According to the news station, which cited anonymous sources, the ministry has been made aware of “various corporate governance lapses” at Byju’s.
The government had previously questioned Byju’s about why business hadn’t submitted its audited financials, prompting the fresh investigation. The edtech company Byju and its creator Byju Raveendran’s three locations were searched by India’s crime-fighting agency in late April, the agency said on Saturday, and numerous “incriminating” documents and digital data were taken.
Last year, after failing to file its financial statements on multiple occasions, Byju’s came under heavy scrutiny from the government, investors, and creditors. Byju’s ultimately released its financial statements in September for the year ending in March 2021, disclosing revenue statistics that were lower than expected.

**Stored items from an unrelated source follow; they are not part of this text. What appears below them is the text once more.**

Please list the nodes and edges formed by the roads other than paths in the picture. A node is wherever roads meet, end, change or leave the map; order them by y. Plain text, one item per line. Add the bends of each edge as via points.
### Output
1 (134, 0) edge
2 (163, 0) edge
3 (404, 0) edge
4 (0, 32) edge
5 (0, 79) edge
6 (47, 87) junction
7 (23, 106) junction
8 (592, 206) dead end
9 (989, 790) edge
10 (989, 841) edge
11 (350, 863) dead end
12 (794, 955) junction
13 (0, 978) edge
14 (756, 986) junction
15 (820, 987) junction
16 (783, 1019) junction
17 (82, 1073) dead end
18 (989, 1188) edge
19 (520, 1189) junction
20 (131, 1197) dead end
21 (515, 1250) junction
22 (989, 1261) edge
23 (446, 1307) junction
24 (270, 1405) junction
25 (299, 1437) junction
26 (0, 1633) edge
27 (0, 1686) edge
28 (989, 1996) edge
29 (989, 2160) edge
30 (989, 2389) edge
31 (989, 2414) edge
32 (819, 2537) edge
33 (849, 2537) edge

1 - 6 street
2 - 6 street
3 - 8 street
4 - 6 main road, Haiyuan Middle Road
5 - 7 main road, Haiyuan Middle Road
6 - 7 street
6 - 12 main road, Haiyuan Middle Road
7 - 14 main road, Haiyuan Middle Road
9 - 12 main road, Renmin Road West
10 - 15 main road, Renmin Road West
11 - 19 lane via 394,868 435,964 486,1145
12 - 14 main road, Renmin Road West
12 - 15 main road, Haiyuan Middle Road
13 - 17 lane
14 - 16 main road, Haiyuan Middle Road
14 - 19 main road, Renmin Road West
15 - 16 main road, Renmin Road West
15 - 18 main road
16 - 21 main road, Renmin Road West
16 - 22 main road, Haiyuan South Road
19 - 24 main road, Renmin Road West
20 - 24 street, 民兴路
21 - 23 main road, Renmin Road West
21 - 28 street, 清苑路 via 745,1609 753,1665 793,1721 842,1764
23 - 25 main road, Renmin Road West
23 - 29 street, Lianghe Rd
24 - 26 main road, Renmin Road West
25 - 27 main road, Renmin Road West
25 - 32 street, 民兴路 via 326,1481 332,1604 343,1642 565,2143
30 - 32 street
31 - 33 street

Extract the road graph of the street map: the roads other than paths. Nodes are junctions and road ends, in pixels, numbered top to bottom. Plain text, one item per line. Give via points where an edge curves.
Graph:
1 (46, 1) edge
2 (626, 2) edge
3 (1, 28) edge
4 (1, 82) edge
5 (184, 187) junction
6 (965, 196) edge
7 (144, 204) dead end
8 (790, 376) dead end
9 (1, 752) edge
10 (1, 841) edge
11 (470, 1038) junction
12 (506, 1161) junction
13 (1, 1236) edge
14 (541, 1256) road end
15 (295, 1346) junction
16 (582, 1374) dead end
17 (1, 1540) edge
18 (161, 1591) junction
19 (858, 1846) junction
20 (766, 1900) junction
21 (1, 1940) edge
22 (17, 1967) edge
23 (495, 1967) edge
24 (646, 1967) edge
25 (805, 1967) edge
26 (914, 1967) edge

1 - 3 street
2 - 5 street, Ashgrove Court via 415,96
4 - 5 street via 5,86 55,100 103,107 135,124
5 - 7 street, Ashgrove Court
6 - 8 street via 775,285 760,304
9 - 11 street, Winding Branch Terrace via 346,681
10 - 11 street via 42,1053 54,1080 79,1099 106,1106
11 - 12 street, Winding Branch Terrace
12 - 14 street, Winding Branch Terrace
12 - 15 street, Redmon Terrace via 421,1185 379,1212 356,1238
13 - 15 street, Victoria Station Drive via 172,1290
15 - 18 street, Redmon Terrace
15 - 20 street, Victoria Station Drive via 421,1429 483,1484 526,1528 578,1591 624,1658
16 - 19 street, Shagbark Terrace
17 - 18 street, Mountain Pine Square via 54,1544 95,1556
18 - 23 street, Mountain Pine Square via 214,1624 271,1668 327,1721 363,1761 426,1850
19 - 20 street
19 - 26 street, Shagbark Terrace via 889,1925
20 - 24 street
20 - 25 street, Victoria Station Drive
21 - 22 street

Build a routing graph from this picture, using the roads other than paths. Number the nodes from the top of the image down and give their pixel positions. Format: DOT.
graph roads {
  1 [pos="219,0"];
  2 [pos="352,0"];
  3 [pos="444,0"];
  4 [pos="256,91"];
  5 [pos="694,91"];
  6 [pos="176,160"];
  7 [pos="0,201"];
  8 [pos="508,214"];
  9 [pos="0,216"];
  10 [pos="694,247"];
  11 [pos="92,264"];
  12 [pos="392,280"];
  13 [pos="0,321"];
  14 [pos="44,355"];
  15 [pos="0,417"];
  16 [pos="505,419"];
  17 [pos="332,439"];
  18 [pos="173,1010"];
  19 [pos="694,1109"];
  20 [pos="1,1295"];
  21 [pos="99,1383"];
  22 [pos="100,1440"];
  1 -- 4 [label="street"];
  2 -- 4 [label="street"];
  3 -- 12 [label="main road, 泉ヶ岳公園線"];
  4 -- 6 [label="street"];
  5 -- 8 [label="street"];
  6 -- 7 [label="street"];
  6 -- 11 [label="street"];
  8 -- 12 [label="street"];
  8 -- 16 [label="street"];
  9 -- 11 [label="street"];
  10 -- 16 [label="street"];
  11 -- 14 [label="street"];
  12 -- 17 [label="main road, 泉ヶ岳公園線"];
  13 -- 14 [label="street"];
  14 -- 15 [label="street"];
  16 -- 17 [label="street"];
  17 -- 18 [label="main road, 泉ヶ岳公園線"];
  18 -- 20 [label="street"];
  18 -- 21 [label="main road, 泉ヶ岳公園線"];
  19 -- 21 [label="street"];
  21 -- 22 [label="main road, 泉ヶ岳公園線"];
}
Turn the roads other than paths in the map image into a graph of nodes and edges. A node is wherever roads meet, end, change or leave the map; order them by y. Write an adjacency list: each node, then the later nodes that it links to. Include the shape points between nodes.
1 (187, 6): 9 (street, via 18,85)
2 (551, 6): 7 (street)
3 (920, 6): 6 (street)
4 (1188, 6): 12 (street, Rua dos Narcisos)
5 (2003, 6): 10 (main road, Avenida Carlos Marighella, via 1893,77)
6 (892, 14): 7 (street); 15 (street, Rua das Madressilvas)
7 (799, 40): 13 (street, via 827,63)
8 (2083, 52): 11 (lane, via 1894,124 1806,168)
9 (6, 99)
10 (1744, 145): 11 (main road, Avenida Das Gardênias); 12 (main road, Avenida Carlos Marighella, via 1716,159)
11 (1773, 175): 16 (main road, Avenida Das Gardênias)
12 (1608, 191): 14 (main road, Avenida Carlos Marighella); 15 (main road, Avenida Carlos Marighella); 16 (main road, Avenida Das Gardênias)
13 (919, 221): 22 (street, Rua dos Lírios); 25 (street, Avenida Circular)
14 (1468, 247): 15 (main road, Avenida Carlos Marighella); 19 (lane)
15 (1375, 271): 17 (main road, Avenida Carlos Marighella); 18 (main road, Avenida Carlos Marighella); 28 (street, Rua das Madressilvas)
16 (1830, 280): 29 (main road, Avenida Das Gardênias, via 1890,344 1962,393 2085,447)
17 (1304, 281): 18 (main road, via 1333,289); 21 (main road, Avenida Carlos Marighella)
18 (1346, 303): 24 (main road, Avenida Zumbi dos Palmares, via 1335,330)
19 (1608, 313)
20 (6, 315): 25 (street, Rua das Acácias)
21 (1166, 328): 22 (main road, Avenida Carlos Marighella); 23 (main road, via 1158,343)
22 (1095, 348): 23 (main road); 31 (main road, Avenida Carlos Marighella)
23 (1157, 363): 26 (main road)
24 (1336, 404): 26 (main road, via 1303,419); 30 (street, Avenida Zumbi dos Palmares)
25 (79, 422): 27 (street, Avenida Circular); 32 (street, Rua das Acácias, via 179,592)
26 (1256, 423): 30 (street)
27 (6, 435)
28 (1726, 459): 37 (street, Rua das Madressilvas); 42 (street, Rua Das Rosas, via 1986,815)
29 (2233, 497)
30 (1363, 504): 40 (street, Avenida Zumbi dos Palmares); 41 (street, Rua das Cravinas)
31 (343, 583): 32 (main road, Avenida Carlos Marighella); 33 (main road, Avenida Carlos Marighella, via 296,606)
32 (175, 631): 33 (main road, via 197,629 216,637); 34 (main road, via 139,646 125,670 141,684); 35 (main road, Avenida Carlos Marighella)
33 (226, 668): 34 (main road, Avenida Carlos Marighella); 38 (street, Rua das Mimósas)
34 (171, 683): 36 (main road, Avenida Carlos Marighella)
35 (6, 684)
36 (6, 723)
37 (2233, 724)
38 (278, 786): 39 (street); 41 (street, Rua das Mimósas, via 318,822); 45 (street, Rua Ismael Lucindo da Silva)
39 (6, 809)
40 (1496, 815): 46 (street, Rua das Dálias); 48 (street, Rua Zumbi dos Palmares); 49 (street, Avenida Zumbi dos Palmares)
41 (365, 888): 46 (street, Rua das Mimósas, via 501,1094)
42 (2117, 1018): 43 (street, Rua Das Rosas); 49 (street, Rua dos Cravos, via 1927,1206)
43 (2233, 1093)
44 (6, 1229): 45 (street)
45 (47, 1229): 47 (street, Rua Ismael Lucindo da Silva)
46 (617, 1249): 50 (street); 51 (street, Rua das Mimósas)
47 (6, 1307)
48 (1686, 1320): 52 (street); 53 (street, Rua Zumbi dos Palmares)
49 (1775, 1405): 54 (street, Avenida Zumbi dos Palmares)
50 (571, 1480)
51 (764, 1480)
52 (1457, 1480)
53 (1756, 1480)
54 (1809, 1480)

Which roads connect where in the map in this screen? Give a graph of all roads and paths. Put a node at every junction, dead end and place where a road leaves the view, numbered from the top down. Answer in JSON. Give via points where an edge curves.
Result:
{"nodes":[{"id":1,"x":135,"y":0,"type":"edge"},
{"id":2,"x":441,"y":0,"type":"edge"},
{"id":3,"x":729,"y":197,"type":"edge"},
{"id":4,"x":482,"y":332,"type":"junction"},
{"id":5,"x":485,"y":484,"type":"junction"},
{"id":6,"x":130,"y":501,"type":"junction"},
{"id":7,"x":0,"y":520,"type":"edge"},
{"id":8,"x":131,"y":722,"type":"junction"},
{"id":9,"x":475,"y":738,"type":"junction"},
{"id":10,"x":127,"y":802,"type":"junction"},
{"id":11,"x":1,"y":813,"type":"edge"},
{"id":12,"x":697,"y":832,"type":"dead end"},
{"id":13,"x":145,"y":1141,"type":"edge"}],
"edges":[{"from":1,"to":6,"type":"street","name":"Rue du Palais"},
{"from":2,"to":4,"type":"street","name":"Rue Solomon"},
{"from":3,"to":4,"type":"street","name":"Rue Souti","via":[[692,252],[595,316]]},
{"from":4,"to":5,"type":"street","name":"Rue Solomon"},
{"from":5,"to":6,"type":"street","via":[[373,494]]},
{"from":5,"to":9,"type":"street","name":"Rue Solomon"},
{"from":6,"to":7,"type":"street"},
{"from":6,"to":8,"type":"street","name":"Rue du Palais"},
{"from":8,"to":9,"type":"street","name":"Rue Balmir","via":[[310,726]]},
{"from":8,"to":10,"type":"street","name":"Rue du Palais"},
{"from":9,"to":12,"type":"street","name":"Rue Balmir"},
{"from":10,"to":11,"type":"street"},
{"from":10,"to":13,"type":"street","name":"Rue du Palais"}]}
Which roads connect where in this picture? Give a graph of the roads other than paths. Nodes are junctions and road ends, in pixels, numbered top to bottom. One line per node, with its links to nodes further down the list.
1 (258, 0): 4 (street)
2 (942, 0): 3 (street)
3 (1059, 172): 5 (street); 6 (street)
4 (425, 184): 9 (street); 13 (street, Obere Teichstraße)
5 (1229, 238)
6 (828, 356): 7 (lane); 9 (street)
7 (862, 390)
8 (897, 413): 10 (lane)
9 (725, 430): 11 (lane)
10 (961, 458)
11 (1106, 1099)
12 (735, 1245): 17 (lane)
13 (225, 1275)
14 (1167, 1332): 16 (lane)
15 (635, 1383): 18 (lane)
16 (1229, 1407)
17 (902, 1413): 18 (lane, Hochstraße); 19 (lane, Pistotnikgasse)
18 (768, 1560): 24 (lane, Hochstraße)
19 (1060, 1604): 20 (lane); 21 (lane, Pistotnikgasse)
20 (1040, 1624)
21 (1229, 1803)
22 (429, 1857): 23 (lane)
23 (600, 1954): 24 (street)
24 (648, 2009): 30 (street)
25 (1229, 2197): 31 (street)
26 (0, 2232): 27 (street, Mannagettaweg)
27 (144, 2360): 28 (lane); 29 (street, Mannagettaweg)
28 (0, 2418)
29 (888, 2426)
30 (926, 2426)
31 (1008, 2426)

Deloitte, a global powerhouse, resigned as Byju’s auditor and three board members left the firm on Thursday, shocking the sector. Deloitte submitted its resignation to the board on Thursday and claimed that it has delayed the auditing of the edtech giant’s financial statements for the year ending March 2022.
The firm with its headquarters in Bengaluru, which is also the most valued education technology company in the world, is battling a number of difficulties. It counter-sued its lenders after refusing to pay a $40 million payment earlier this month. According to Byju’s, its lenders were using “bad-faith negotiating tactics.” Byju’s has allegedly officially defaulted on the loan, according to the lenders.
Along with eliminating 1,000 workers, the firm is trying to get its finances in better shape. At the end of March of this year, BlackRock reduced Byju’s valuation by over two-thirds, to $8.4 billion.